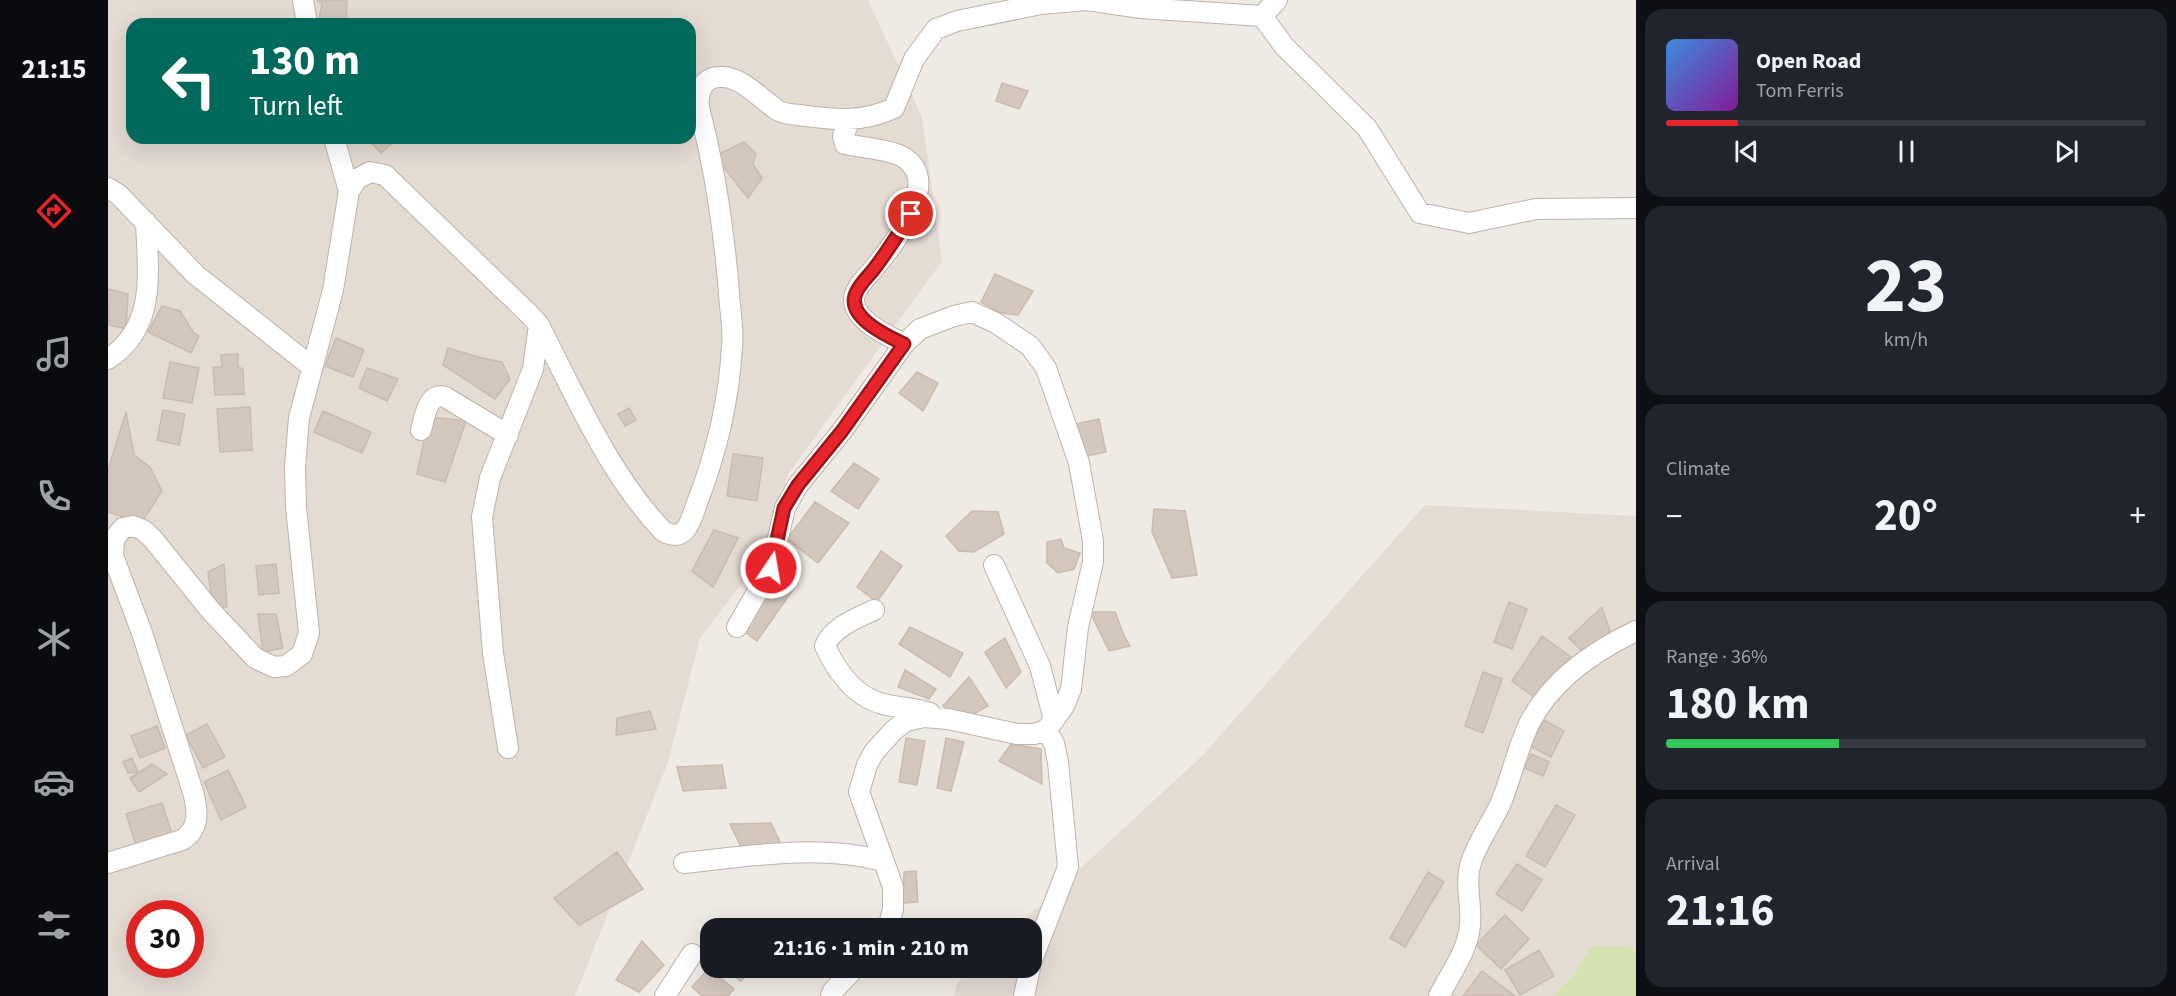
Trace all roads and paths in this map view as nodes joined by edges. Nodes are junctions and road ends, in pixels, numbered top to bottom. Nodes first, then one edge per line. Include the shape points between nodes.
1 (303, 0) edge
2 (1276, 0) edge
3 (1138, 4) edge
4 (1262, 16) junction
5 (306, 18) edge
6 (850, 120) junction
7 (336, 144) edge
8 (108, 188) edge
9 (349, 190) junction
10 (1636, 208) edge
11 (146, 222) junction
12 (538, 325) junction
13 (904, 344) junction
14 (108, 359) edge
15 (312, 367) junction
16 (421, 430) dead end
17 (508, 435) junction
18 (994, 565) dead end
19 (874, 610) dead end
20 (737, 627) dead end
21 (1636, 631) edge
22 (948, 718) junction
23 (1050, 725) junction
24 (508, 748) dead end
25 (883, 861) junction
26 (108, 863) edge
27 (684, 863) dead end
28 (891, 918) edge
29 (1042, 934) edge
30 (692, 954) dead end
31 (845, 978) edge
32 (1028, 978) edge
33 (665, 996) edge
34 (831, 996) edge
35 (1024, 996) edge
36 (1439, 996) edge

1 - 5 street
2 - 4 street
3 - 4 street
3 - 6 street via 1087,0 1041,4 936,29 914,59 894,108 877,116
4 - 10 street via 1284,46 1367,128 1420,213 1469,223 1536,209
6 - 12 street via 780,112 725,76 708,80 700,91 699,108 726,246 733,346 723,418 703,490 686,529 679,535 663,531 632,492
6 - 13 street via 843,136 845,144 898,155 911,164 919,179 911,214 854,299 858,313 875,329
7 - 9 street
8 - 11 street
9 - 12 street via 364,174 385,175 516,299
9 - 15 street via 333,290
11 - 14 street via 147,301 136,331
11 - 15 street via 196,275
12 - 17 street via 533,369
13 - 20 street via 784,508 771,568
13 - 23 street via 920,329 972,312 1030,346 1047,368 1079,463 1093,541 1093,562 1078,627 1071,689
15 - 26 street via 299,418 295,467 309,621 302,654 286,666 274,667 255,658 143,530 123,528 114,538 113,556 142,633 198,815 189,836 182,840
16 - 17 street via 433,397 439,395
17 - 24 street via 490,478 482,517 493,653
18 - 23 street via 1040,666
19 - 22 street via 826,641 838,669 868,699
21 - 36 street via 1566,675 1530,722 1501,802 1470,865 1469,933
22 - 23 street via 1017,734 1034,734
22 - 25 street via 906,721 894,729 867,765 859,792
23 - 29 street via 1058,762 1068,867
25 - 27 street via 841,853 787,853
25 - 28 street via 893,887
30 - 33 street
31 - 34 street
32 - 35 street

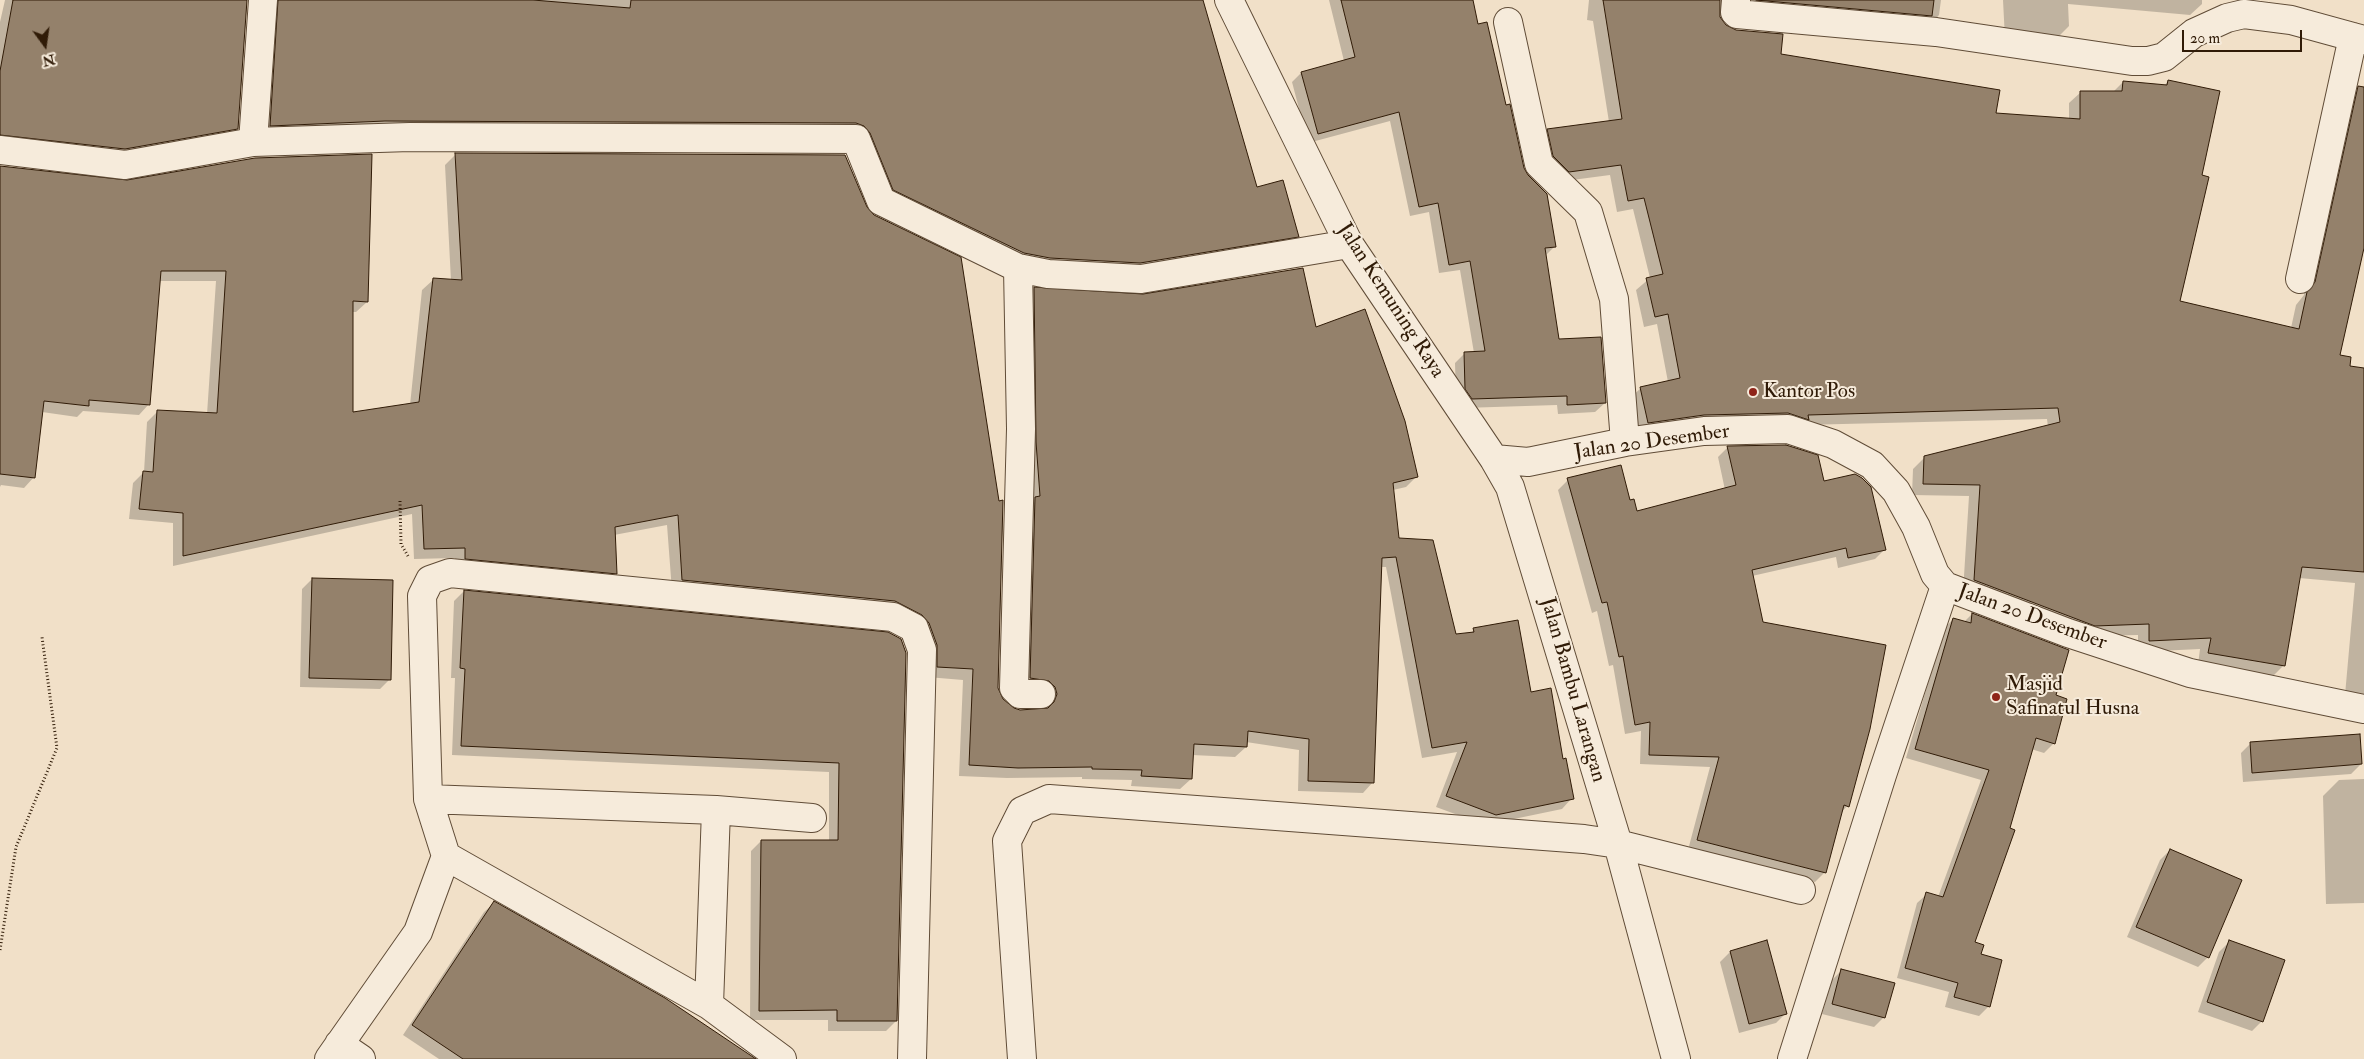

━━━━━━━━━━

*Exercise prompt*. Check each line of the listing for the word "dead" and state how many lines contain it, with no other words.

*Answer to this task*. 7